Requirement:
Your task is to give the number of lines below that contain "dead". Give no other text.

Items from a data source
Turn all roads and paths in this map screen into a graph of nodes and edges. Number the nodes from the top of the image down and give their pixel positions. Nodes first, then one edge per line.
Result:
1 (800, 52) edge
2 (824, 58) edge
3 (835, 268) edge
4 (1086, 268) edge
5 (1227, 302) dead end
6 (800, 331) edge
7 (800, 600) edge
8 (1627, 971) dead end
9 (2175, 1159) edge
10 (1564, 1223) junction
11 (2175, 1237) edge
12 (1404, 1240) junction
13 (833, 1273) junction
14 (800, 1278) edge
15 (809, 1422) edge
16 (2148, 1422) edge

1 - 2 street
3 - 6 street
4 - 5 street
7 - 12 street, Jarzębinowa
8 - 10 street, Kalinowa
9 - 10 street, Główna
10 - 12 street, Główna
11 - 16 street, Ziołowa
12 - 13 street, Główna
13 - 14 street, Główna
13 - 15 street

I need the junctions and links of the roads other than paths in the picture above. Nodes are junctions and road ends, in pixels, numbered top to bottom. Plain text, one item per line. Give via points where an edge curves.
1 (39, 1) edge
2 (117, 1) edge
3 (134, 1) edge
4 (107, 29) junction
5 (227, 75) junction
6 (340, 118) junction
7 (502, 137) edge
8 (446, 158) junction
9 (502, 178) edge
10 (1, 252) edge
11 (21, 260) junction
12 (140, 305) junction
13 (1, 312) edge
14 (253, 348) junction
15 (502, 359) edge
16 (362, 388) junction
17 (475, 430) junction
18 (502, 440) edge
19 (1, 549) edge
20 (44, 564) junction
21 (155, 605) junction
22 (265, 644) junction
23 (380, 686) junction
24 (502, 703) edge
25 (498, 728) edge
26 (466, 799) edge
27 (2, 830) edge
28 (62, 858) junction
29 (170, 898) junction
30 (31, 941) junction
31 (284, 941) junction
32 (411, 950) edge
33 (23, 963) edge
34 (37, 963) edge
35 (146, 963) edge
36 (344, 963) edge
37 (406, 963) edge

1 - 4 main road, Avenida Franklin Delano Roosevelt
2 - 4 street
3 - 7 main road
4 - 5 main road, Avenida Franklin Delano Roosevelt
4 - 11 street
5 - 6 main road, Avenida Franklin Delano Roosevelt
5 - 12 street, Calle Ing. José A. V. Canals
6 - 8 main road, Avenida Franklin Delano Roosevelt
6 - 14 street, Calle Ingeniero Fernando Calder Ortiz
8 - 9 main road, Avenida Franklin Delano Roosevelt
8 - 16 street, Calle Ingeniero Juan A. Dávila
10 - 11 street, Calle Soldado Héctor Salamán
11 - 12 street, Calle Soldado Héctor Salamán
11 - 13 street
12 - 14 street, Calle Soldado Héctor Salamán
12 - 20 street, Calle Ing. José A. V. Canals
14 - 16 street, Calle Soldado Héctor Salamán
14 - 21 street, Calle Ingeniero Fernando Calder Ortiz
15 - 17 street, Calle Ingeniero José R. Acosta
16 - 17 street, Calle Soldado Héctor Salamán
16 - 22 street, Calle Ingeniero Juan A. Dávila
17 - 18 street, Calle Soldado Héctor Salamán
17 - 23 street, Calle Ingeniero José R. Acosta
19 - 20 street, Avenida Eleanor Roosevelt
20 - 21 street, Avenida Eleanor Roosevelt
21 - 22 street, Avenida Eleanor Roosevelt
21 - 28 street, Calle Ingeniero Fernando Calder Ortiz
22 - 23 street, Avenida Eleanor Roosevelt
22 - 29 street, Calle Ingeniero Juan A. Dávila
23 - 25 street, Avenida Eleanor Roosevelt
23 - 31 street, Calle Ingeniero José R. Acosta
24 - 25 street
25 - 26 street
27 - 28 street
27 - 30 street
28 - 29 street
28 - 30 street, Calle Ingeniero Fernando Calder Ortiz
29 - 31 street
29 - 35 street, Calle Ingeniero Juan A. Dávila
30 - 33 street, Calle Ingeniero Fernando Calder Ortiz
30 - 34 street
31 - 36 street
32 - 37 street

Answer section:
2